Ladakh - Government and Politics

Government and Politics

Ladakh district was a district of the Jammu and Kashmir state of India until 1 July 1979 when it was divided into Leh district and Kargil district. Each of these districts is governed by a Ladakh Autonomous Hill Development Council, which is based on the pattern of the Darjeeling Gorkha Autonomous Hill Council. These councils were created as a compromise solution to the demands of Ladakhi people to make Leh a union territory.

In October 1993, the Indian government and the State government agreed to grant each district of Ladakh the status of Autonomous Hill Council. This agreement was given effect by the Ladakh Autonomous Hill Development Council Act, 1995. The council came into being with the holding of elections in Leh District on 28 August 1995. The inaugural meeting of the council was held at Leh on 3 September 1995. Kargil followed Leh's footsteps in July 2003, when the Ladakh Autonomous Hill Development Council — Kargil was established. The council works with village panchayats to take decisions on economic development, healthcare, education, land use, taxation, and local governance which are further reviewed at the block headquarters in the presence of the chief executive councilor and executive councilors. The government of Jammu and Kashmir looks after law and order, the judicial system, communications and the higher education in the region.

Ladakh sends one member (MP) to the lower house of the Indian parliament the Lok Sabha. The MP from Ladakh in the current Lok Sabha is Hassan Khan an Independent.

Although on the whole there has been religious harmony in Ladakh, religion has tended to be politicized in the last few decades. As early as 1931, Kashmiri neo-Buddhists founded the Kashmir Raj Bodhi Mahasabha that led to some sense of separateness from the Muslims. The bifurcation of the region into Muslim majority Kargil district and Buddhist majority Leh district in 1979 again brought the communal question to the fore. The Buddhists in Ladakh accused the overwhelmingly Muslim state government of continued apathy, corruption and a bias in favour of Muslims. On these grounds, they demanded union territory status for Ladakh.
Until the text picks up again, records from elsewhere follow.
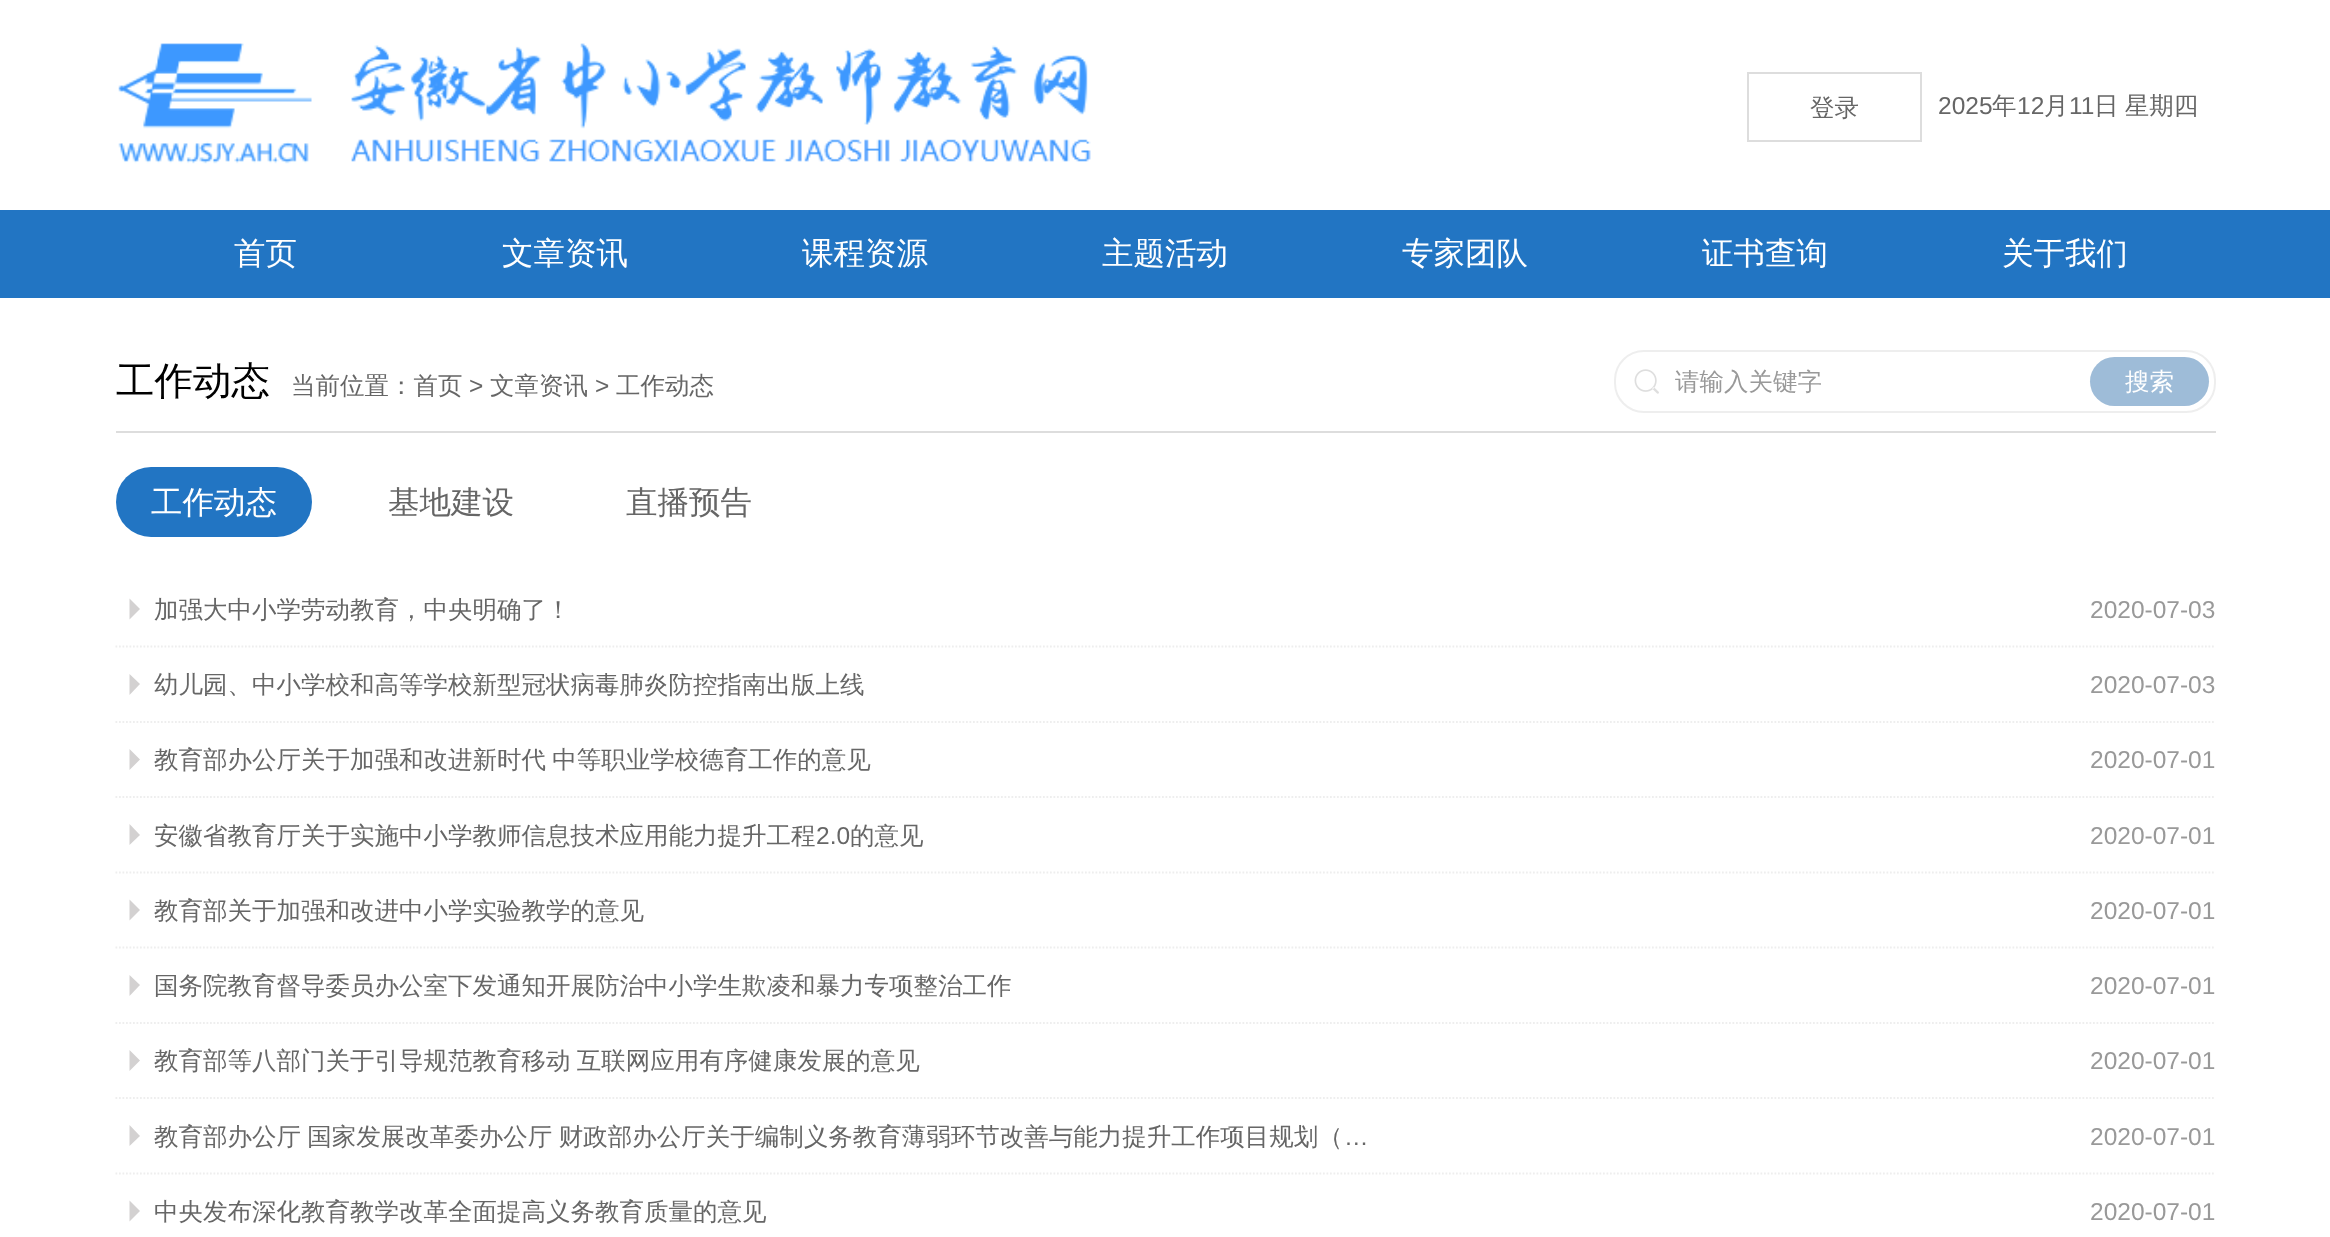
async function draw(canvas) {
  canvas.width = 2330
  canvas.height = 1237
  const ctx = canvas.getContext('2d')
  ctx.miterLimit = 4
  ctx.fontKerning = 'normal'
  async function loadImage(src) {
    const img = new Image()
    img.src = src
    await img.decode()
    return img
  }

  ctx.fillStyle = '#fff'
  ctx.fillRect(0, 0, 2330, 1237)
  ctx.drawImage(await loadImage('image0.png'), 118, 43, 973, 121)
  ctx.strokeStyle = '#ddd'
  ctx.lineWidth = 2
  ctx.strokeRect(1748, 73, 173, 68)
  ctx.font = '500 24.5px WenQuanYi Zen Hei'
  ctx.fillStyle = '#666'
  ctx.fillText('登录', 1810, 116)
  ctx.font = '24.5px Liberation Sans'
  ctx.fillText('2025', 1938, 114)
  ctx.font = '500 24.5px WenQuanYi Zen Hei'
  ctx.fillText('年', 1992, 114)
  ctx.font = '24.5px Liberation Sans'
  ctx.fillText('12', 2017, 114)
  ctx.font = '500 24.5px WenQuanYi Zen Hei'
  ctx.fillText('月', 2044, 114)
  ctx.font = '24.5px Liberation Sans'
  ctx.fillText('11', 2069, 114)
  ctx.wordSpacing = '-1px'
  ctx.font = '500 24.5px WenQuanYi Zen Hei'
  ctx.fillText('日 星期四', 2094, 114)
  ctx.fillStyle = '#2275c3'
  ctx.fillRect(0, 210, 2330, 88)
  ctx.wordSpacing = '0px'
  ctx.font = '500 31.5px WenQuanYi Zen Hei'
  ctx.fillStyle = '#fff'
  ctx.fillText('首页', 234, 264)
  ctx.fillText('文章资讯', 502, 264)
  ctx.fillText('课程资源', 802, 264)
  ctx.fillText('主题活动', 1102, 264)
  ctx.fillText('专家团队', 1402, 264)
  ctx.fillText('证书查询', 1702, 264)
  ctx.fillText('关于我们', 2002, 264)
  ctx.fillStyle = '#ddd'
  ctx.fillRect(116, 431, 2100, 2)
  ctx.font = '500 38.5px WenQuanYi Zen Hei'
  ctx.fillStyle = '#000'
  ctx.fillText('工作动态', 116, 394)
  ctx.font = '500 24.5px WenQuanYi Zen Hei'
  ctx.fillStyle = '#666'
  ctx.fillText('当前位置：首页', 291, 394)
  ctx.font = '24.5px Liberation Sans'
  ctx.fillText('>', 469, 394)
  ctx.font = '500 24.5px WenQuanYi Zen Hei'
  ctx.fillText('文章资讯', 490, 394)
  ctx.font = '24.5px Liberation Sans'
  ctx.fillText('>', 595, 394)
  ctx.font = '500 24.5px WenQuanYi Zen Hei'
  ctx.fillText('工作动态', 616, 394)
  ctx.beginPath()
  ctx.roundRect(1615, 351, 600, 61, 29)
  ctx.strokeStyle = '#eee'
  ctx.stroke()
  ctx.drawImage(await loadImage('image1.png'), 1634, 369, 25, 25)
  ctx.fillStyle = '#999'
  ctx.fillText('请输入关键字', 1675, 390)
  ctx.fillStyle = '#9ebcd8'
  ctx.beginPath()
  ctx.roundRect(2090, 357, 119, 49, 24.5)
  ctx.fill()
  ctx.fillStyle = '#fff'
  ctx.fillText('搜索', 2125, 390)
  ctx.fillStyle = '#2275c3'
  ctx.beginPath()
  ctx.roundRect(116, 467, 196, 70, 35)
  ctx.fill()
  ctx.font = '500 31.5px WenQuanYi Zen Hei'
  ctx.fillStyle = '#fff'
  ctx.fillText('工作动态', 151, 513)
  ctx.fillStyle = '#666'
  ctx.fillText('基地建设', 388, 513)
  ctx.fillText('直播预告', 626, 513)
  ctx.beginPath()
  ctx.moveTo(115.5, 646.5)
  ctx.lineTo(2215.5, 646.5)
  ctx.lineWidth = 1.8
  ctx.setLineDash([1.75, 1.75])
  ctx.stroke()
  ctx.fillStyle = '#d3d1d1'
  ctx.beginPath()
  ctx.moveTo(129.5, 619.5)
  ctx.lineTo(129.5, 598.5)
  ctx.lineTo(140, 609)
  ctx.closePath()
  ctx.fill()
  ctx.font = '500 24.5px WenQuanYi Zen Hei'
  ctx.fillStyle = '#666'
  ctx.fillText('加强大中小学劳动教育，中央明确了！', 154, 618)
  ctx.font = '24.5px Liberation Sans'
  ctx.fillStyle = '#999'
  ctx.fillText('2020-07-03', 2090, 618)
  ctx.beginPath()
  ctx.moveTo(115.5, 722)
  ctx.lineTo(2215.5, 722)
  ctx.stroke()
  ctx.fillStyle = '#d3d1d1'
  ctx.beginPath()
  ctx.moveTo(129.5, 695)
  ctx.lineTo(129.5, 674)
  ctx.lineTo(140, 684)
  ctx.closePath()
  ctx.fill()
  ctx.font = '500 24.5px WenQuanYi Zen Hei'
  ctx.fillStyle = '#666'
  ctx.fillText('幼儿园、中小学校和高等学校新型冠状病毒肺炎防控指南出版上线', 154, 693)
  ctx.font = '24.5px Liberation Sans'
  ctx.fillStyle = '#999'
  ctx.fillText('2020-07-03', 2090, 693)
  ctx.beginPath()
  ctx.moveTo(115.5, 797)
  ctx.lineTo(2215.5, 797)
  ctx.stroke()
  ctx.fillStyle = '#d3d1d1'
  ctx.beginPath()
  ctx.moveTo(129.5, 770)
  ctx.lineTo(129.5, 749)
  ctx.lineTo(140, 759.5)
  ctx.closePath()
  ctx.fill()
  ctx.wordSpacing = '-1px'
  ctx.font = '500 24.5px WenQuanYi Zen Hei'
  ctx.fillStyle = '#666'
  ctx.fillText('教育部办公厅关于加强和改进新时代 中等职业学校德育工作的意见', 154, 768)
  ctx.wordSpacing = '0px'
  ctx.font = '24.5px Liberation Sans'
  ctx.fillStyle = '#999'
  ctx.fillText('2020-07-01', 2090, 768)
  ctx.beginPath()
  ctx.moveTo(115.5, 872.5)
  ctx.lineTo(2215.5, 872.5)
  ctx.stroke()
  ctx.fillStyle = '#d3d1d1'
  ctx.beginPath()
  ctx.moveTo(129.5, 845)
  ctx.lineTo(129.5, 824)
  ctx.lineTo(140, 835)
  ctx.closePath()
  ctx.fill()
  ctx.font = '500 24.5px WenQuanYi Zen Hei'
  ctx.fillStyle = '#666'
  ctx.fillText('安徽省教育厅关于实施中小学教师信息技术应用能力提升工程', 154, 844)
  ctx.font = '24.5px Liberation Sans'
  ctx.fillText('2.0', 816, 844)
  ctx.font = '500 24.5px WenQuanYi Zen Hei'
  ctx.fillText('的意见', 850, 844)
  ctx.font = '24.5px Liberation Sans'
  ctx.fillStyle = '#999'
  ctx.fillText('2020-07-01', 2090, 844)
  ctx.beginPath()
  ctx.moveTo(115.5, 947.5)
  ctx.lineTo(2215.5, 947.5)
  ctx.stroke()
  ctx.fillStyle = '#d3d1d1'
  ctx.beginPath()
  ctx.moveTo(129.5, 920.5)
  ctx.lineTo(129.5, 899.5)
  ctx.lineTo(140, 910)
  ctx.closePath()
  ctx.fill()
  ctx.font = '500 24.5px WenQuanYi Zen Hei'
  ctx.fillStyle = '#666'
  ctx.fillText('教育部关于加强和改进中小学实验教学的意见', 154, 919)
  ctx.font = '24.5px Liberation Sans'
  ctx.fillStyle = '#999'
  ctx.fillText('2020-07-01', 2090, 919)
  ctx.beginPath()
  ctx.moveTo(115.5, 1023)
  ctx.lineTo(2215.5, 1023)
  ctx.stroke()
  ctx.fillStyle = '#d3d1d1'
  ctx.beginPath()
  ctx.moveTo(129.5, 996)
  ctx.lineTo(129.5, 975)
  ctx.lineTo(140, 985)
  ctx.closePath()
  ctx.fill()
  ctx.font = '500 24.5px WenQuanYi Zen Hei'
  ctx.fillStyle = '#666'
  ctx.fillText('国务院教育督导委员办公室下发通知开展防治中小学生欺凌和暴力专项整治工作', 154, 994)
  ctx.font = '24.5px Liberation Sans'
  ctx.fillStyle = '#999'
  ctx.fillText('2020-07-01', 2090, 994)
  ctx.beginPath()
  ctx.moveTo(115.5, 1098)
  ctx.lineTo(2215.5, 1098)
  ctx.stroke()
  ctx.fillStyle = '#d3d1d1'
  ctx.beginPath()
  ctx.moveTo(129.5, 1071)
  ctx.lineTo(129.5, 1050)
  ctx.lineTo(140, 1060.5)
  ctx.closePath()
  ctx.fill()
  ctx.wordSpacing = '-1px'
  ctx.font = '500 24.5px WenQuanYi Zen Hei'
  ctx.fillStyle = '#666'
  ctx.fillText('教育部等八部门关于引导规范教育移动 互联网应用有序健康发展的意见', 154, 1069)
  ctx.wordSpacing = '0px'
  ctx.font = '24.5px Liberation Sans'
  ctx.fillStyle = '#999'
  ctx.fillText('2020-07-01', 2090, 1069)
  ctx.beginPath()
  ctx.moveTo(115.5, 1173.5)
  ctx.lineTo(2215.5, 1173.5)
  ctx.stroke()
  ctx.fillStyle = '#d3d1d1'
  ctx.beginPath()
  ctx.moveTo(129.5, 1146)
  ctx.lineTo(129.5, 1125)
  ctx.lineTo(140, 1136)
  ctx.closePath()
  ctx.fill()
  ctx.wordSpacing = '-1px'
  ctx.font = '500 24.5px WenQuanYi Zen Hei'
  ctx.fillStyle = '#666'
  ctx.fillText('教育部办公厅 国家发展改革委办公厅 财政部办公厅关于编制义务教育薄弱环节改善与能力提升工作项目规划（', 154, 1145)
  ctx.wordSpacing = '0px'
  ctx.font = '24.5px Liberation Sans'
  ctx.fillText('…', 1344, 1145)
  ctx.fillStyle = '#999'
  ctx.fillText('2020-07-01', 2090, 1145)
  ctx.fillStyle = '#d3d1d1'
  ctx.beginPath()
  ctx.moveTo(129.5, 1221.5)
  ctx.lineTo(129.5, 1200.5)
  ctx.lineTo(140, 1211)
  ctx.closePath()
  ctx.fill()
  ctx.font = '500 24.5px WenQuanYi Zen Hei'
  ctx.fillStyle = '#666'
  ctx.fillText('中央发布深化教育教学改革全面提高义务教育质量的意见', 154, 1220)
  ctx.font = '24.5px Liberation Sans'
  ctx.fillStyle = '#999'
  ctx.fillText('2020-07-01', 2090, 1220)
}

draw(document.querySelector('canvas'))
In 1989, there were violent riots between Buddhists and Muslims, provoking the Ladakh Buddhist Association to call for a social and economic boycott of Muslims which went on for three years before being lifted in 1992. The Ladakh Union Territory Front (LUTF), which controls the Ladakh Autonomous Hill Development Council — Leh demands union territory status for Ladakh. A consortium of political parties formed in 2002 decided that a regional party should be formed under a single flag and carry on with the struggle for this status.

Things changed when a few of the nominated candidates shifted sides and joined national and Kashmiri parties. Since then the political scene in Ladakh has been uncertain. While the LUTF demands union territory status for just the Leh district, the general consensus among the people in Kargil and Ladakh is that these districts be included in the demand. This Party lost prestige after it indulged in narrow-minded politics that led to the suspension of prestigious educational movements like the Operation New Hope, implemented jointly by the Students' Educational & Cultural Movement of Ladakh (SECMOL).